O ano de 2010 também foi marcado pelo grande aumento da renda média dos brasileiros de todas as classes e regiões, uma alta mais acentuada nas classes D e E, cuja renda familiar média declarada é de R$ 809,00. Esse valor é 48,44% maior que em 2005, por exemplo, quando se iniciou a pesquisa no País. Enquanto isso, a renda disponível (rendimento total da família menos os gastos) cresceu 45,22% (R$ 200,64) em comparação com o ano passado.
Aumento da renda média significa também aumento do poder de compra e dos gastos médios, conforme o levantamento da Ipsos. Entre outros, o brasileiro despendeu em média mais dinheiro com supermercado (R$ 375,00), energia elétrica (R$ 74,00), aluguel (R$ 299,00), remédios (R$ 88,00), vestuário (R$ 198,00), educação (R$ 274,00) e prestações (R$ 184,00). Houve um crescimento nos gastos com seguros, previdência privada, aluguel, vestuário, e convênios médicos.
Internet
Embora tenha-se verificado um decréscimo no valor médio dos investimentos, mais brasileiros fizeram aplicações de dinheiro em vários segmentos em 2010, se comparado ao ano anterior. Para 2011, a projeção de 79% dos entrevistados é de economizar mais, enquanto 48% deles afirmam que pretendem gastar mais. Essa intenção de compra reflete-se em todos os itens analisados, com destaque para móveis, decoração, entretenimento (TV, vídeo e HiFi), viagens e lazer.
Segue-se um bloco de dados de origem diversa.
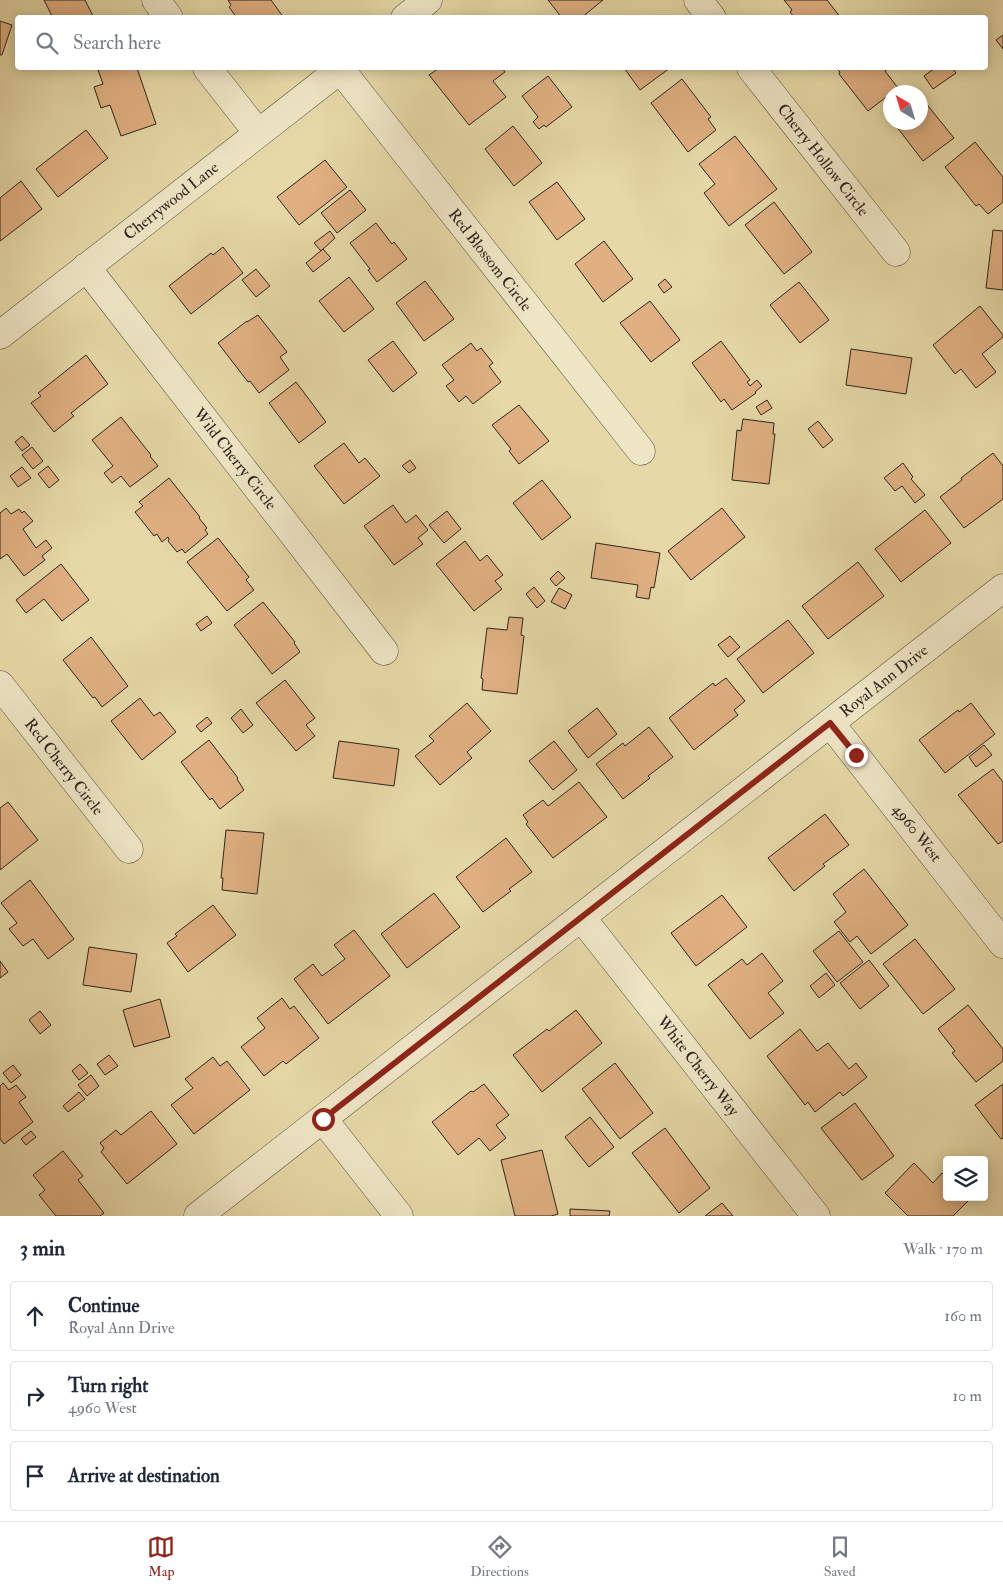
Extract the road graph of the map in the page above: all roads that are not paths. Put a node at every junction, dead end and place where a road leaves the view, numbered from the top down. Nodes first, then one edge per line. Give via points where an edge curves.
1 (156, 0) edge
2 (428, 0) edge
3 (698, 0) edge
4 (167, 15) edge
5 (410, 15) edge
6 (710, 15) edge
7 (210, 70) edge
8 (338, 70) edge
9 (343, 70) edge
10 (753, 70) edge
11 (258, 133) junction
12 (896, 252) dead end
13 (86, 267) junction
14 (0, 335) edge
15 (641, 452) dead end
16 (1003, 588) edge
17 (384, 651) dead end
18 (0, 685) edge
19 (830, 723) junction
20 (129, 849) dead end
21 (581, 917) junction
22 (1003, 944) edge
23 (323, 1119) junction
24 (198, 1216) edge
25 (399, 1216) edge
26 (816, 1216) edge

1 - 4 street
2 - 5 street
3 - 6 street
7 - 11 street
8 - 11 street, Cherrywood Lane
9 - 15 street, Red Blossom Circle
10 - 12 street, Cherry Hollow Circle
11 - 13 street, Cherrywood Lane
13 - 14 street, Cherrywood Lane
13 - 17 street, Wild Cherry Circle
16 - 19 street, Royal Ann Drive
18 - 20 street, Red Cherry Circle
19 - 21 street, Royal Ann Drive
19 - 22 street, 4960 West
21 - 23 street, Royal Ann Drive
21 - 26 street, White Cherry Way
23 - 24 street, Royal Ann Drive
23 - 25 street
Nessa intenção de compras, sobressai a presença marcante da Internet utilizada em 2010 por 41% dos brasileiros maiores de 16 anos – mais de 58 milhões de pessoas – a maioria deles para consultar sobre compras, a serem realizadas posteriormente nas lojas. Os produtos mais pesquisados foram aparelhos de TV, vídeos, HiFi, lazer, viagens e itens culturais. As aquisições virtuais, no ano passado, foram feitas por 20% da população, com o consequente crescimento dos pagamentos via boleto ou depósitos bancários. Quem optou pelo cartão de crédito buscou o parcelamento do pagamento.
Segundo a pesquisa, apenas 26% dos entrevistados costumam comparar as taxas de juros antes de escolher onde vão fazer suas compras financiadas. Já os integrantes das classes D e E demonstraram maior preocupação com o valor das prestações. Isso revela, conforme o presidente da Cetelem BGN, a importância de sua empresa em manter o foco na educação financeira da população, ainda mais “em um país onde a classe C é dominante”. Ele explica que sua empresa tem como missão contribuir para a melhoria do bem-estar das famílias, quando oferece produtos financeiros diretamente e por meio do varejo.
“Esses produtos possibilitam o acesso ao consumo e promovem a ascensão social, respeitando o poder aquisitivo familiar“, conclui Etchegoyen, que comanda a operação brasileira da Cetelem, empresa do conglomerado francês BNP Paribas, um dos maiores do mundo, com mais de 200 mil colaboradores em 85 países. A empresa iniciou suas atividades no Brasil em 1999 e atualmente possui uma carteira de mais de R$ 3,6 bilhões em ativos, mais de 3 mil lojas emissoras, 1,6 milhão de portadores dos cartões administrados pela Cetelem com acesso a mais de 1,3 milhão de estabelecimentos. Entre esses cartões, situa-se o Cartão Kalunga com cerca de 300 mil filiados.